Hong Fang ^*,^†,^‡, Wentian Luo ^*,^†, Jim Henkel ^§, Joseph Barbieri ^§, Neil Green ^*

PMCID: PMC1447522 PMID: 16636286

Abstract

The seven functionally distinct serotypes (A–G) of botulinum neurotoxin (BoNT) are dichains consisting of light chain (LC) with zinc-dependent endoprotease activity connected by one disulfide bond to heavy chain with neuronal-cell translocation and receptor-binding domains. LC-mediated proteolysis of soluble N-ethylmaleimide-sensitive factor attachment protein receptor (SNARE) proteins and consequent inhibition of synaptic vesicle fusion to the presynaptic membrane of human motor neurons are responsible for flaccid paralysis associated with botulism. LC endoproteolysis is complex, requiring highly extended SNARE sequences at the surface of intracellular membranes and prompting our development of a genetically amenable assay to monitor the interaction between BoNT/LC and its SNARE substrate. Using BoNT serotype B as a model, the assay employs a chimeric SNARE protein where a portion of neuronal synaptobrevin (Sb) is fused to Snc2p, a Sb ortholog required for protein secretion from yeast cells. Regulated expression of serotype B-LC in yeast leads to cleavage of the chimera and a conditional growth defect. To assess utility of this assay for monitoring SNARE protein cleavage, we growth-selected chimeric SNARE mutations that inhibited proteolysis. When these mutations were introduced into Sb and examined for cleavage, substrate residues located near and distal to the cleavage site were important, including residues positioned near the Sb transmembrane domain, an unexplored aspect of BoNT cell intoxication. Additional mutations were positioned in a nine-residue SNARE motif, supporting a previously assigned role for this motif in LC recognition and providing proof of principle for the application of yeast-based technology to study intracellular BoNT/LC endoproteases.
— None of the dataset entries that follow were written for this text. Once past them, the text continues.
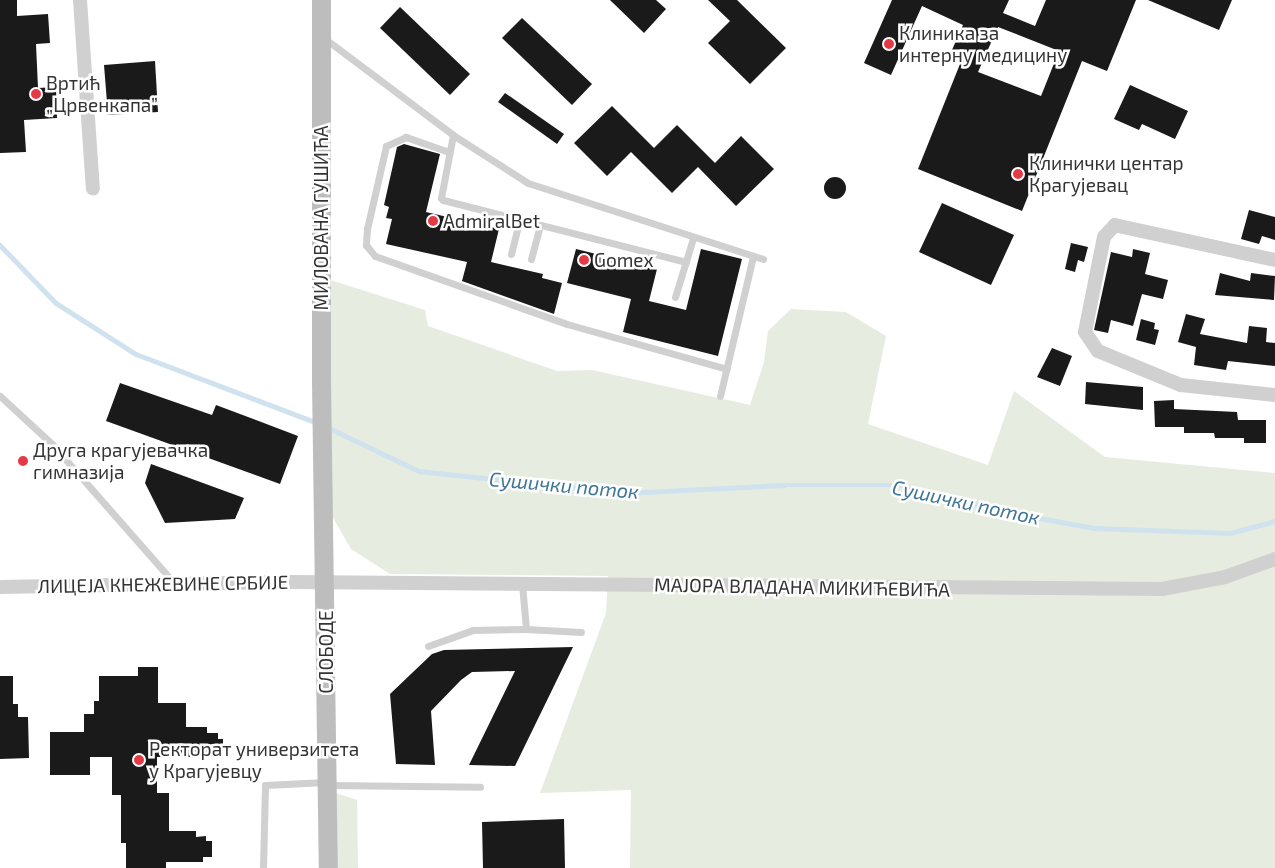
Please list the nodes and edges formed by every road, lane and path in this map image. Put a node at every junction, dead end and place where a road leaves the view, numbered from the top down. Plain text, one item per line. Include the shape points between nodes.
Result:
1 (80, 0) edge
2 (321, 0) edge
3 (322, 36) junction
4 (453, 136) junction
5 (449, 152) junction
6 (93, 189) dead end
7 (519, 221) junction
8 (540, 226) junction
9 (693, 238) junction
10 (511, 254) dead end
11 (753, 256) junction
12 (531, 259) dead end
13 (763, 259) dead end
14 (1275, 260) edge
15 (686, 262) junction
16 (675, 297) dead end
17 (727, 369) junction
18 (0, 396) edge
19 (720, 396) dead end
20 (1275, 396) edge
21 (322, 435) joint
22 (1275, 559) edge
23 (326, 582) junction
24 (175, 584) junction
25 (522, 584) junction
26 (0, 586) edge
27 (526, 629) junction
28 (581, 632) dead end
29 (428, 646) dead end
30 (326, 784) junction
31 (480, 787) dead end
32 (263, 868) edge
33 (328, 868) edge

1 - 6 street
2 - 3 street, МИЛОВАНА ГУШИЋА
3 - 4 lane
3 - 21 street, МИЛОВАНА ГУШИЋА
4 - 5 lane
4 - 9 lane via 528,183
5 - 7 lane via 441,198 448,203
5 - 17 lane via 406,138 386,146 367,230 366,245 375,256 567,324
7 - 8 lane
7 - 10 lane
8 - 12 lane
8 - 15 lane
9 - 11 lane
9 - 15 lane
11 - 13 lane
11 - 17 lane
14 - 20 street via 1116,225 1104,237 1086,332 1098,351 1181,385
15 - 16 lane
17 - 19 lane
18 - 24 lane via 52,444
21 - 23 street, СЛОБОДЕ
22 - 25 street, МАЈОРА ВЛАДАНА МИКИЋЕВИЋА via 1225,577 1162,589
23 - 24 street, ЛИЦЕЈА КНЕЖЕВИНЕ СРБИЈЕ
23 - 25 street, МАЈОРА ВЛАДАНА МИКИЋЕВИЋА
23 - 30 street, СЛОБОДЕ
24 - 26 street, ЛИЦЕЈА КНЕЖЕВИНЕ СРБИЈЕ
25 - 27 lane
27 - 28 lane
27 - 29 lane via 473,630
30 - 31 lane
30 - 32 lane via 265,785
30 - 33 street, СЛОБОДЕ

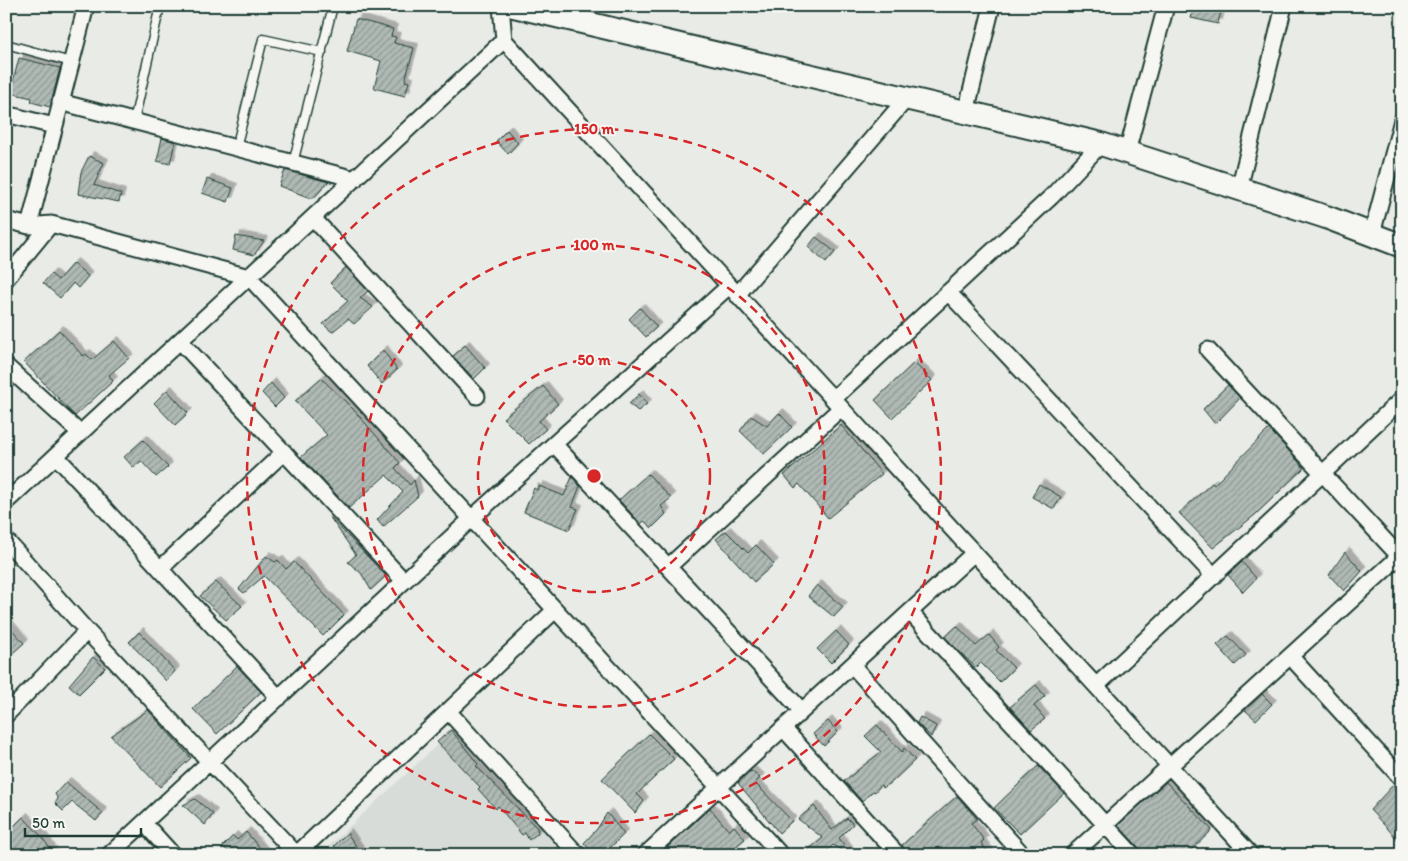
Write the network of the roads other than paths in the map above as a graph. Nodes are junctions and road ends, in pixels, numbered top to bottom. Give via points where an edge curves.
1 (86, 6) edge
2 (160, 6) edge
3 (333, 6) edge
4 (500, 6) edge
5 (514, 6) edge
6 (992, 6) edge
7 (1166, 6) edge
8 (1284, 6) edge
9 (504, 40) junction
10 (6, 44) edge
11 (322, 52) junction
12 (71, 62) junction
13 (907, 98) junction
14 (60, 102) junction
15 (966, 112) junction
16 (6, 114) edge
17 (1402, 120) edge
18 (134, 121) junction
19 (54, 126) junction
20 (1101, 144) junction
21 (236, 148) junction
22 (1127, 152) junction
23 (293, 163) junction
24 (355, 179) junction
25 (1239, 189) junction
26 (312, 218) junction
27 (6, 220) edge
28 (52, 224) junction
29 (29, 226) junction
30 (1372, 234) junction
31 (1402, 246) edge
32 (248, 277) junction
33 (6, 279) edge
34 (733, 290) junction
35 (948, 292) junction
36 (180, 340) junction
37 (1208, 350) dead end
38 (6, 366) edge
39 (477, 396) dead end
40 (1402, 399) edge
41 (837, 404) junction
42 (80, 433) junction
43 (554, 444) junction
44 (284, 452) junction
45 (56, 456) junction
46 (1323, 474) junction
47 (6, 502) edge
48 (472, 519) junction
49 (6, 540) edge
50 (974, 553) junction
51 (1401, 557) edge
52 (668, 567) junction
53 (160, 569) junction
54 (1214, 576) junction
55 (404, 581) junction
56 (555, 610) junction
57 (910, 612) junction
58 (87, 631) junction
59 (1290, 656) junction
60 (852, 664) junction
61 (1096, 686) junction
62 (279, 698) junction
63 (448, 711) junction
64 (802, 711) junction
65 (6, 715) edge
66 (783, 728) junction
67 (211, 761) junction
68 (1169, 766) junction
69 (1402, 780) edge
70 (718, 787) junction
71 (144, 823) junction
72 (1105, 825) junction
73 (297, 854) edge
74 (109, 855) edge
75 (172, 855) edge
76 (578, 855) edge
77 (645, 855) edge
78 (781, 855) edge
79 (898, 855) edge
80 (1023, 855) edge
81 (1072, 855) edge
82 (1133, 855) edge
83 (1251, 855) edge

1 - 12 street
2 - 18 lane
3 - 11 lane
4 - 9 street
5 - 13 main road
6 - 15 street
7 - 22 street
8 - 25 street
9 - 24 street
9 - 34 street
10 - 12 lane
11 - 21 lane via 264,39
11 - 23 lane
12 - 14 street
13 - 15 main road
13 - 34 street
14 - 18 street
14 - 19 street
15 - 20 main road
16 - 19 street
17 - 30 street
18 - 21 street
19 - 29 street
20 - 22 main road
20 - 35 street via 1052,196
21 - 23 street
22 - 25 main road
23 - 24 street
24 - 26 street
25 - 30 main road
26 - 32 street
26 - 39 street
27 - 29 street
28 - 29 street
28 - 32 street
28 - 33 street
30 - 31 main road
32 - 36 street
32 - 48 street
34 - 41 street
34 - 43 street
35 - 41 street
35 - 54 street
36 - 42 street
36 - 44 street
37 - 46 street
38 - 42 street
40 - 46 street
41 - 50 street
41 - 52 street
42 - 45 street
43 - 48 street
43 - 52 street
44 - 53 street
44 - 55 street
45 - 47 street
45 - 53 street
46 - 51 street
46 - 54 street
48 - 55 street
48 - 56 street
49 - 58 street
50 - 57 street
50 - 61 street
51 - 59 street
52 - 64 street
53 - 62 street
54 - 61 street
55 - 62 street
56 - 63 street
56 - 70 street
57 - 60 street
57 - 72 street
58 - 65 street
58 - 67 street
59 - 68 street
59 - 69 street
60 - 64 street
60 - 80 street
61 - 68 street
62 - 67 street
63 - 73 street
63 - 76 street
64 - 66 street
66 - 70 street
66 - 79 street
67 - 71 street
67 - 73 street
68 - 72 street
68 - 83 street
70 - 77 street
70 - 78 street
71 - 74 street
71 - 75 street
72 - 81 street
72 - 82 street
Keywords: substrate specificity, endoprotease, endopeptidase, synaptic vesicle

Botulinum neurotoxin (BoNT) intoxicates motor neurons at neuromuscular junctions to produce a generalized flaccid paralysis that is often fatal at extremely low doses of the toxin: LD₅₀ values of 1–5 ng/kg in mice (1). The potency of BoNT has caused its listing as a class A select toxin by the Centers for Disease Control and Prevention, the National Institute of Allergy and Infectious Disease, and the U.S. Department of Agriculture. There are seven structurally related BoNT serotypes (A–G), each possessing a heavy chain capable of transporting its light chain (LC) partner into human neuronal cells. Upon entering the cytoplasmic compartment, LC endoprotease cleaves and inactivates one of three membrane-bound soluble N-ethylmaleimide-sensitive factor attachment protein receptor (SNARE) proteins, including one vesicle SNARE, synaptobrevin (Sb), and two target membrane SNAREs, SNAP-25 and syntaxin. These SNARE proteins physically interact in a calcium-dependent manner, leading to fusion of synaptic vesicles to the presynaptic membrane of motor neurons (Fig. 1a). BoNT/LC disables the physical interaction between SNARE proteins, inhibiting vesicle fusion and acetylcholine release into the neuronal synapse (2). SNARE proteins are thought to be the primary and perhaps only intracellular target for the BoNT/LCs, and each serotype cleaves a different peptide bond within its corresponding SNARE substrate. This remarkable specificity results from the LCs’ recognition of unusually long SNARE sequences (≈30–50 residues, depending on the serotype), suggesting that substrate residues distal to the cleavage site are recognized (3–5). This hypothesis is supported by the recently elucidated crystal structure of serotype A-LC in complex with a fragment of SNAP-25 (6, 7). The structure reveals multiple substrate exosites, which position the cleavage site at the catalytic Zn²⁺-binding motif in the LC.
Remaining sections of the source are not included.